An underwater drone can measure ocean acidification

An underwater drone can measure carbon dioxide levels in the ocean and combat ocean acidification, monitoring global warming

In Alaska’s Resurrection Bay, a five-foot, bright pink underwater drone has surfaced to aid scientists in measuring carbon dioxide levels in the ocean.

Collecting a vast amount of data to study ocean acidification – which can harm and kill certain marine life – researchers aim to combat the rising acidity of the oceans which can affect some marine organisms that build shells.

“We can … understand much more about what’s going on in the ocean than we have been before.”

Designed to dive 3,281 feet (1,000 metres) and roam remote parts of the ocean, the autonomous vehicle has been deployed in the Gulf of Alaska to develop a deeper understanding of the ocean’s chemistry following numerous changes due to climate change.

The research could be a major step forward in ocean greenhouse gas monitoring, because until now, measuring CO2 concentrations, a quantifier of ocean acidification, was mostly done from ships, buoys and moorings tethered to the ocean floor – which can also be heavily polluting to the ocean.

Conducted by Cyprus Subsea Consulting and Services and 4H-Jena, who provided the underwater glider, researchers at the University of Alaska Fairbanks set out to use the device to change climate change data.

Oceans take in a vast amount of our carbon emissions

Pulling the 130-pound (59-kilogram) glider onto the ship, the researchers took its sensor out from the drone and rushed into the ship’s cabin to upload its data. Then, this 0.30-meter sensor with a diameter of 6 inches (15.24 centimetres) analyses CO2 and logs and stores the data inside a temperature-controlled system using battery power.

The challenge the researchers had was to make the measurements on a glider with the same degree of accuracy and precision as tests onboard ships.

Though there are no GPS unit inside the underwater autonomous drone, after being programmed, the underwater drone heads out on its own to cruise the ocean according to the navigation directions, knowing how far to go down in the water column, when to sample, and when to surface and send a locator signal so it can be retrieved.

The sensor is the same as found on any ship or lab working with CO2 measurements

Claudine Hauri, an oceanographer with the International Arctic Research Center at the university, said: “But the problem is now that the ocean is changing its chemistry because of this uptake. Using this was a huge step to be able to accommodate such a big and power hungry sensor, so that’s special about this project.”

Feely said: “We need to get confidence in our measurements and confidence in our models if we are going to make important scientific statements about how the oceans are changing over time and how it’s going to impact our important economic systems that are dependent on the food from the sea.”
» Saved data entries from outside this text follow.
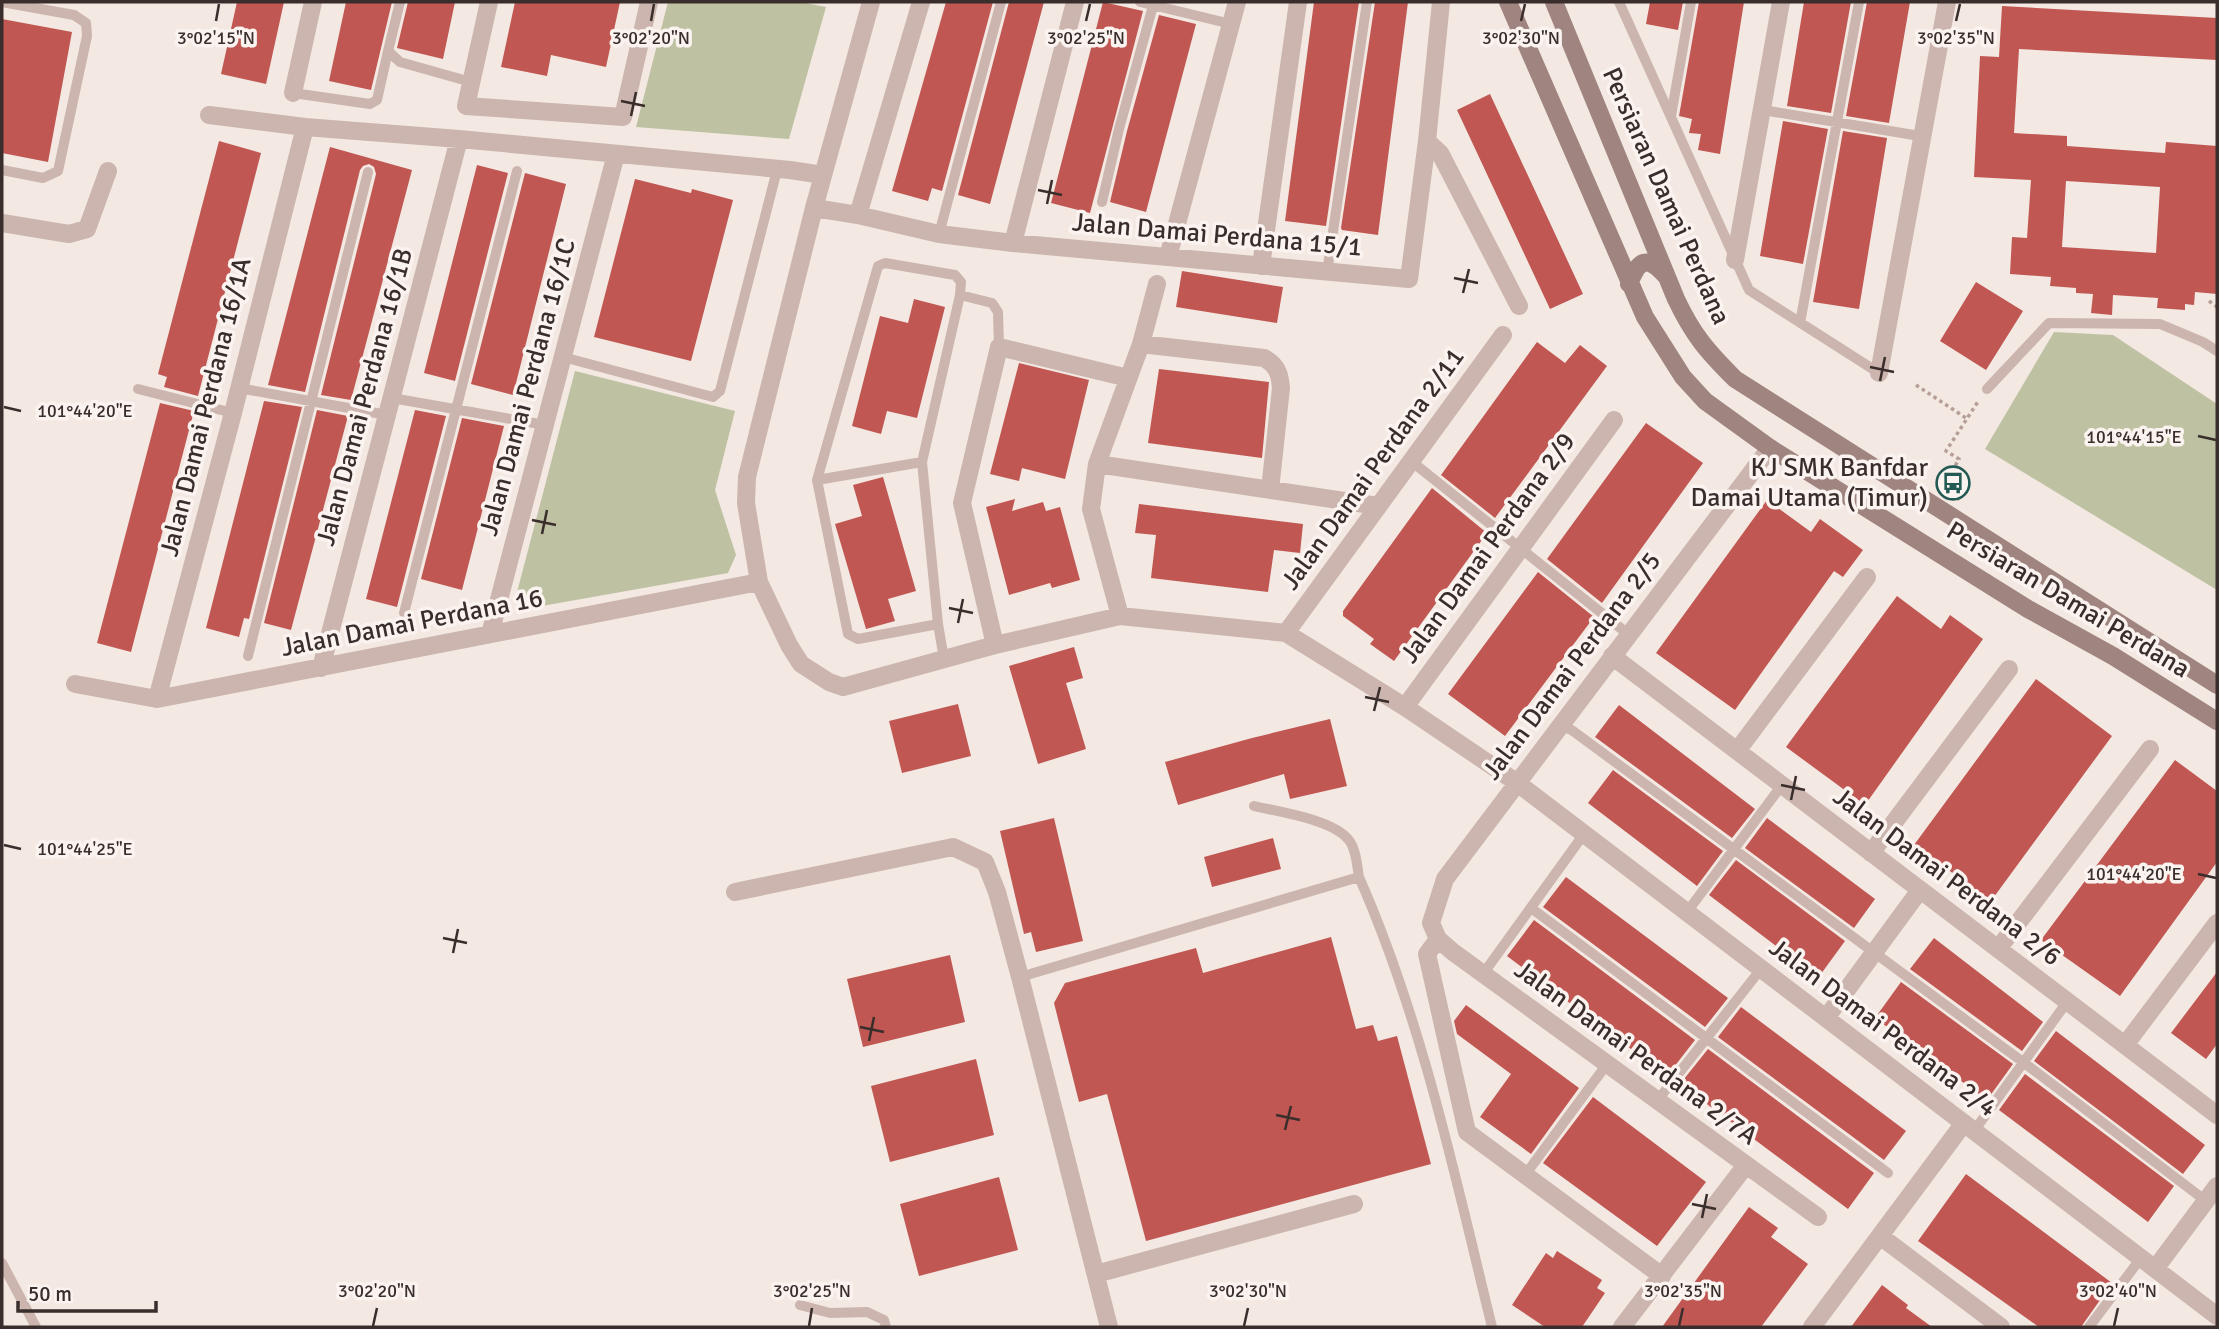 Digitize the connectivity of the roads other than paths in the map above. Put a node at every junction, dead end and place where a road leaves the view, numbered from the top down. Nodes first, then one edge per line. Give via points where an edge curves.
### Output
1 (2, 2) edge
2 (313, 2) edge
3 (400, 2) edge
4 (488, 2) edge
5 (649, 2) edge
6 (871, 2) edge
7 (921, 2) edge
8 (1001, 2) edge
9 (1075, 2) edge
10 (1140, 2) edge
11 (1237, 2) edge
12 (1298, 2) edge
13 (1367, 2) edge
14 (1441, 2) edge
15 (1508, 2) edge
16 (1554, 2) edge
17 (1619, 2) edge
18 (1692, 2) edge
19 (1781, 2) edge
20 (1858, 2) edge
21 (1947, 2) edge
22 (1154, 3) edge
23 (1231, 24) junction
24 (388, 51) junction
25 (471, 82) junction
26 (293, 93) joint
27 (1763, 110) junction
28 (209, 115) dead end
29 (1671, 117) junction
30 (1837, 122) junction
31 (305, 127) junction
32 (1920, 136) junction
33 (459, 139) junction
34 (1427, 141) junction
35 (616, 154) junction
36 (2, 170) edge
37 (777, 170) junction
38 (108, 171) dead end
39 (517, 171) dead end
40 (368, 172) dead end
41 (823, 175) junction
42 (1102, 202) dead end
43 (814, 208) junction
44 (858, 215) junction
45 (2, 223) edge
46 (939, 234) junction
47 (1013, 243) junction
48 (1168, 257) junction
49 (1735, 260) junction
50 (1261, 265) junction
51 (1327, 272) junction
52 (1668, 278) junction
53 (1157, 284) dead end
54 (1629, 284) junction
55 (960, 295) junction
56 (1519, 306) dead end
57 (1800, 323) junction
58 (1503, 335) dead end
59 (1141, 344) junction
60 (999, 346) junction
61 (2217, 351) edge
62 (563, 356) junction
63 (1879, 373) joint
64 (1128, 378) junction
65 (239, 388) junction
66 (138, 389) dead end
67 (1987, 389) road end
68 (391, 398) junction
69 (311, 401) junction
70 (456, 409) junction
71 (233, 413) junction
72 (387, 415) junction
73 (1614, 421) dead end
74 (545, 425) junction
75 (1770, 448) junction
76 (1411, 461) junction
77 (922, 462) junction
78 (1097, 464) junction
79 (817, 480) junction
80 (1270, 490) junction
81 (1378, 506) junction
82 (1520, 548) junction
83 (1867, 577) dead end
84 (760, 582) junction
85 (404, 613) dead end
86 (1120, 615) junction
87 (938, 624) junction
88 (1286, 633) junction
89 (490, 634) junction
90 (1628, 634) junction
91 (995, 645) junction
92 (248, 656) dead end
93 (1612, 656) junction
94 (944, 659) junction
95 (321, 668) junction
96 (2009, 669) dead end
97 (75, 684) dead end
98 (2217, 685) edge
99 (157, 699) junction
100 (1405, 707) junction
101 (2217, 721) edge
102 (1560, 724) junction
103 (2150, 749) dead end
104 (1737, 751) junction
105 (1516, 782) junction
106 (1782, 785) junction
107 (1254, 806) dead end
108 (1584, 834) junction
109 (1735, 851) junction
110 (1871, 853) junction
111 (1359, 877) junction
112 (1920, 890) junction
113 (735, 892) dead end
114 (1531, 908) junction
115 (1687, 912) junction
116 (2217, 923) edge
117 (1435, 931) junction
118 (1998, 949) junction
119 (1873, 953) junction
120 (1761, 969) junction
121 (1483, 974) junction
122 (1020, 977) junction
123 (2067, 1002) junction
124 (1826, 1018) junction
125 (1706, 1037) junction
126 (2125, 1045) junction
127 (2023, 1062) junction
128 (1607, 1064) junction
129 (1657, 1101) junction
130 (2217, 1115) edge
131 (1969, 1127) junction
132 (1746, 1165) junction
133 (1888, 1173) dead end
134 (1525, 1175) junction
135 (2217, 1186) edge
136 (2206, 1201) junction
137 (1354, 1204) dead end
138 (1818, 1217) dead end
139 (1880, 1236) junction
140 (2, 1263) edge
141 (2148, 1264) junction
142 (1096, 1274) junction
143 (1662, 1276) junction
144 (800, 1305) dead end
145 (2217, 1316) edge
146 (1991, 1324) edge
147 (36, 1327) edge
148 (886, 1327) edge
149 (1109, 1327) edge
150 (1492, 1327) edge
151 (1622, 1327) edge
152 (1812, 1327) edge
153 (2090, 1327) edge

1 - 36 lane via 75,15 86,23 87,36 58,171 43,178
2 - 26 street
3 - 24 lane
4 - 25 street
5 - 25 street via 622,117 466,106
6 - 41 street
7 - 44 street
8 - 46 lane
9 - 47 street
10 - 22 lane
11 - 23 street
12 - 50 street
13 - 51 lane
14 - 34 street
15 - 54 main road, Persiaran Damai Perdana
16 - 52 main road, Persiaran Damai Perdana
17 - 29 lane
18 - 29 lane
19 - 27 street
20 - 30 lane
21 - 32 street
22 - 23 lane
22 - 42 lane
23 - 48 street
24 - 25 lane via 400,62
24 - 26 lane via 377,100 370,104
27 - 30 lane
27 - 49 street
28 - 31 street
29 - 49 lane
30 - 32 lane
30 - 57 lane
31 - 33 street
31 - 65 street, Jalan Damai Perdana 16/1A
32 - 63 street
33 - 35 street
33 - 68 street, Jalan Damai Perdana 16/1B
34 - 51 street, Jalan Damai Perdana 15/1 via 1409,279
34 - 56 street via 1440,153
35 - 37 street
35 - 62 street, Jalan Damai Perdana 16/1C
37 - 41 street
37 - 62 lane via 720,391 713,397
38 - 45 street via 87,229 69,234
39 - 70 lane
40 - 69 lane
41 - 43 street
43 - 44 street, Jalan Damai Perdana 15/1
43 - 84 street via 747,477 746,503
44 - 46 street, Jalan Damai Perdana 15/1
46 - 47 street, Jalan Damai Perdana 15/1
47 - 48 street, Jalan Damai Perdana 15/1
48 - 50 street, Jalan Damai Perdana 15/1
49 - 57 lane via 1749,290
50 - 51 street, Jalan Damai Perdana 15/1
52 - 54 main road via 1655,264 1640,263
52 - 98 main road, Persiaran Damai Perdana via 1698,341 1735,379
53 - 59 street
54 - 75 main road, Persiaran Damai Perdana via 1683,377 1705,401
55 - 60 lane via 992,303 998,312
55 - 77 lane
55 - 79 lane via 961,282 955,275 885,263 878,266
57 - 63 lane
58 - 76 street, Jalan Damai Perdana 2/11
59 - 64 street
59 - 80 street via 1273,363 1281,388
60 - 64 street
60 - 91 street via 962,503
61 - 67 lane via 2160,324 2049,323
62 - 74 street, Jalan Damai Perdana 16/1C
64 - 78 street
65 - 69 lane
65 - 71 street, Jalan Damai Perdana 16/1A
66 - 71 lane
68 - 70 lane
68 - 72 street, Jalan Damai Perdana 16/1B
69 - 72 lane
69 - 92 lane
70 - 74 lane
70 - 85 lane
71 - 99 street, Jalan Damai Perdana 16/1A
72 - 95 street, Jalan Damai Perdana 16/1B
73 - 82 street, Jalan Damai Perdana 2/9
74 - 89 street, Jalan Damai Perdana 16/1C
75 - 90 street, Jalan Damai Perdana 2/5
75 - 101 main road, Persiaran Damai Perdana
76 - 81 street, Jalan Damai Perdana 2/11
76 - 82 lane
77 - 79 lane
77 - 87 lane
78 - 80 street
78 - 86 street via 1090,509
79 - 87 lane via 848,634 858,639
80 - 81 street
81 - 88 street, Jalan Damai Perdana 2/11
82 - 90 lane
82 - 100 street, Jalan Damai Perdana 2/9
83 - 104 street
84 - 89 street, Jalan Damai Perdana 16
84 - 94 street via 801,664 822,679 843,687
86 - 88 street
86 - 91 street
87 - 94 lane
88 - 100 street, Jalan Damai Perdana 2/4
89 - 95 street, Jalan Damai Perdana 16
90 - 93 street, Jalan Damai Perdana 2/5
91 - 94 street
93 - 102 street, Jalan Damai Perdana 2/5
93 - 104 street, Jalan Damai Perdana 2/6
95 - 99 street, Jalan Damai Perdana 16
96 - 110 street
97 - 99 street, Jalan Damai Perdana 16
100 - 105 street, Jalan Damai Perdana 2/4
102 - 105 street, Jalan Damai Perdana 2/5
102 - 109 lane
103 - 118 street
104 - 106 street, Jalan Damai Perdana 2/6
105 - 108 street, Jalan Damai Perdana 2/4
105 - 117 street, Jalan Damai Perdana 2/5 via 1445,879
106 - 109 lane
106 - 110 street, Jalan Damai Perdana 2/6
107 - 111 lane via 1325,824 1343,835 1350,841
108 - 114 lane
108 - 115 street, Jalan Damai Perdana 2/4
109 - 115 lane
109 - 119 lane
110 - 112 street, Jalan Damai Perdana 2/6
111 - 122 lane
111 - 150 lane via 1424,1058
112 - 118 street, Jalan Damai Perdana 2/6
112 - 119 street
113 - 122 street via 953,847 985,862
114 - 121 lane
114 - 125 lane
115 - 120 street, Jalan Damai Perdana 2/4
116 - 126 street
117 - 121 street, Jalan Damai Perdana 2/7A
117 - 134 street, Jalan Damai Perdana 2/5 via 1427,954 1467,1132
118 - 123 street, Jalan Damai Perdana 2/6
119 - 124 street
119 - 127 lane
120 - 124 street, Jalan Damai Perdana 2/4
120 - 125 lane
121 - 128 street, Jalan Damai Perdana 2/7A
122 - 142 street
123 - 126 street, Jalan Damai Perdana 2/6
123 - 127 lane
124 - 131 street, Jalan Damai Perdana 2/4
125 - 129 lane
125 - 133 lane
126 - 130 street, Jalan Damai Perdana 2/6
127 - 131 lane
127 - 136 lane
128 - 129 street, Jalan Damai Perdana 2/7A
128 - 134 lane
129 - 132 street, Jalan Damai Perdana 2/7A
131 - 139 street
131 - 141 street, Jalan Damai Perdana 2/4
132 - 138 street, Jalan Damai Perdana 2/7A
132 - 143 street
134 - 143 street, Jalan Damai Perdana 2/5
135 - 136 street
136 - 141 street
137 - 142 street
139 - 146 street
139 - 152 street
140 - 147 lane
141 - 145 street, Jalan Damai Perdana 2/4
141 - 153 lane
142 - 149 street
143 - 151 street
144 - 148 lane via 831,1313 867,1312 884,1320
Nicolai von Oppeln-Bronikowski, the Glider Program Manager with the Ocean Frontier Institute at Memorial University of Newfoundland, commented: “The tests showed that the glider sensor worked in a remote-harsh environment but needed more development.”

Hauri said the two teams are “just using two different types of sensors to solve the same issue, and it’s always good to have two different options.”

Retrieving carbon and pH samples to find data on the ocean’s chemical makeup

While conducting the underwater drone tests, the U.S. research vessel Sikuliaq, owned by the National Science Foundation and operated by the university, conducted its own two-week mission in the gulf to take carbon and pH samples as part of ongoing work each spring, summer and autumn season.

Then, those methods collect samples from a fixed point while the glider roams all over the ocean and provide researchers with a wealth of data on the ocean’s chemical makeup.

The vision is to one day have a fleet of robotic gliders operating in oceans across the globe, providing a real-time glimpse of current conditions and a way to better predict the future.

McDonnell said: “We can … understand much more about what’s going on in the ocean than we have been before.”